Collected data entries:
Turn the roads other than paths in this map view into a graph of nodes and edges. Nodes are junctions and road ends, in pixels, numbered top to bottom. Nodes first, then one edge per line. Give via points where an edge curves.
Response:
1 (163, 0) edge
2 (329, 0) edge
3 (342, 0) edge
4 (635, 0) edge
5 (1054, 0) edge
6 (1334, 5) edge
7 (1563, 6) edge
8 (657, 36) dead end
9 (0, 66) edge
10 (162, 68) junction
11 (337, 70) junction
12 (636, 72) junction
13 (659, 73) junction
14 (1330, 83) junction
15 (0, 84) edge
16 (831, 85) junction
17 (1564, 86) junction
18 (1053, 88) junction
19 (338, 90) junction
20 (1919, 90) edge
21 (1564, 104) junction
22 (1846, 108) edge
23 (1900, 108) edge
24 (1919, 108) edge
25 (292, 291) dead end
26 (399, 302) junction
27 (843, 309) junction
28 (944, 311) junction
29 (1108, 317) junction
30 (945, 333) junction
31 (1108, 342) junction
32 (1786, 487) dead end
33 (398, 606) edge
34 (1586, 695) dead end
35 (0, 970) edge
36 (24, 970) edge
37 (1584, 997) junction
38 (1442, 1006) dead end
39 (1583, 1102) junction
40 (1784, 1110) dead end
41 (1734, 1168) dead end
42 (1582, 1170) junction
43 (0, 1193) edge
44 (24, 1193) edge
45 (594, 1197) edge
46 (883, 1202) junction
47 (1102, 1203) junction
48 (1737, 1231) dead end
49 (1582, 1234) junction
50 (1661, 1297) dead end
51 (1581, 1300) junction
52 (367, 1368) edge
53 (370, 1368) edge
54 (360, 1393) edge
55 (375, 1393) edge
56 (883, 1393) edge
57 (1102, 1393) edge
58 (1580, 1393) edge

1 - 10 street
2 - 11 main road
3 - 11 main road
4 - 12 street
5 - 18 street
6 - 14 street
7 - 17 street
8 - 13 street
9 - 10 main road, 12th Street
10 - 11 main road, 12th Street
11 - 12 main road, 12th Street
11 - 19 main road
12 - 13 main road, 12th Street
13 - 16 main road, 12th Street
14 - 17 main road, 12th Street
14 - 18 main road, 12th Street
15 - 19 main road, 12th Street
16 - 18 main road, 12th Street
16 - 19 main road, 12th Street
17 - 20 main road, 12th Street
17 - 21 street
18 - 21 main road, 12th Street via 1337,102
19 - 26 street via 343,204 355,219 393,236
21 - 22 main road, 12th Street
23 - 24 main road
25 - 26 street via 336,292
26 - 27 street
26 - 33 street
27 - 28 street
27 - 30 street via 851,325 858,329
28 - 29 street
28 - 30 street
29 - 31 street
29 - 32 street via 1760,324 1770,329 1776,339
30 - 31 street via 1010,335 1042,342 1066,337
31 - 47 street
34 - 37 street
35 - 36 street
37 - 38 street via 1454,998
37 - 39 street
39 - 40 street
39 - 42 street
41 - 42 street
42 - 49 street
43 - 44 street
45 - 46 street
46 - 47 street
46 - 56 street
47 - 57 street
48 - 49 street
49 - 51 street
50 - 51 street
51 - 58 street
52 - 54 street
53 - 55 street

> [Aim of the task] Print all the entries exactly as written.

> [Exercise result]
Turn the roads other than paths in this map view into a graph of nodes and edges. Nodes are junctions and road ends, in pixels, numbered top to bottom. Nodes first, then one edge per line. Give via points where an edge curves.
Response:
1 (163, 0) edge
2 (329, 0) edge
3 (342, 0) edge
4 (635, 0) edge
5 (1054, 0) edge
6 (1334, 5) edge
7 (1563, 6) edge
8 (657, 36) dead end
9 (0, 66) edge
10 (162, 68) junction
11 (337, 70) junction
12 (636, 72) junction
13 (659, 73) junction
14 (1330, 83) junction
15 (0, 84) edge
16 (831, 85) junction
17 (1564, 86) junction
18 (1053, 88) junction
19 (338, 90) junction
20 (1919, 90) edge
21 (1564, 104) junction
22 (1846, 108) edge
23 (1900, 108) edge
24 (1919, 108) edge
25 (292, 291) dead end
26 (399, 302) junction
27 (843, 309) junction
28 (944, 311) junction
29 (1108, 317) junction
30 (945, 333) junction
31 (1108, 342) junction
32 (1786, 487) dead end
33 (398, 606) edge
34 (1586, 695) dead end
35 (0, 970) edge
36 (24, 970) edge
37 (1584, 997) junction
38 (1442, 1006) dead end
39 (1583, 1102) junction
40 (1784, 1110) dead end
41 (1734, 1168) dead end
42 (1582, 1170) junction
43 (0, 1193) edge
44 (24, 1193) edge
45 (594, 1197) edge
46 (883, 1202) junction
47 (1102, 1203) junction
48 (1737, 1231) dead end
49 (1582, 1234) junction
50 (1661, 1297) dead end
51 (1581, 1300) junction
52 (367, 1368) edge
53 (370, 1368) edge
54 (360, 1393) edge
55 (375, 1393) edge
56 (883, 1393) edge
57 (1102, 1393) edge
58 (1580, 1393) edge

1 - 10 street
2 - 11 main road
3 - 11 main road
4 - 12 street
5 - 18 street
6 - 14 street
7 - 17 street
8 - 13 street
9 - 10 main road, 12th Street
10 - 11 main road, 12th Street
11 - 12 main road, 12th Street
11 - 19 main road
12 - 13 main road, 12th Street
13 - 16 main road, 12th Street
14 - 17 main road, 12th Street
14 - 18 main road, 12th Street
15 - 19 main road, 12th Street
16 - 18 main road, 12th Street
16 - 19 main road, 12th Street
17 - 20 main road, 12th Street
17 - 21 street
18 - 21 main road, 12th Street via 1337,102
19 - 26 street via 343,204 355,219 393,236
21 - 22 main road, 12th Street
23 - 24 main road
25 - 26 street via 336,292
26 - 27 street
26 - 33 street
27 - 28 street
27 - 30 street via 851,325 858,329
28 - 29 street
28 - 30 street
29 - 31 street
29 - 32 street via 1760,324 1770,329 1776,339
30 - 31 street via 1010,335 1042,342 1066,337
31 - 47 street
34 - 37 street
35 - 36 street
37 - 38 street via 1454,998
37 - 39 street
39 - 40 street
39 - 42 street
41 - 42 street
42 - 49 street
43 - 44 street
45 - 46 street
46 - 47 street
46 - 56 street
47 - 57 street
48 - 49 street
49 - 51 street
50 - 51 street
51 - 58 street
52 - 54 street
53 - 55 street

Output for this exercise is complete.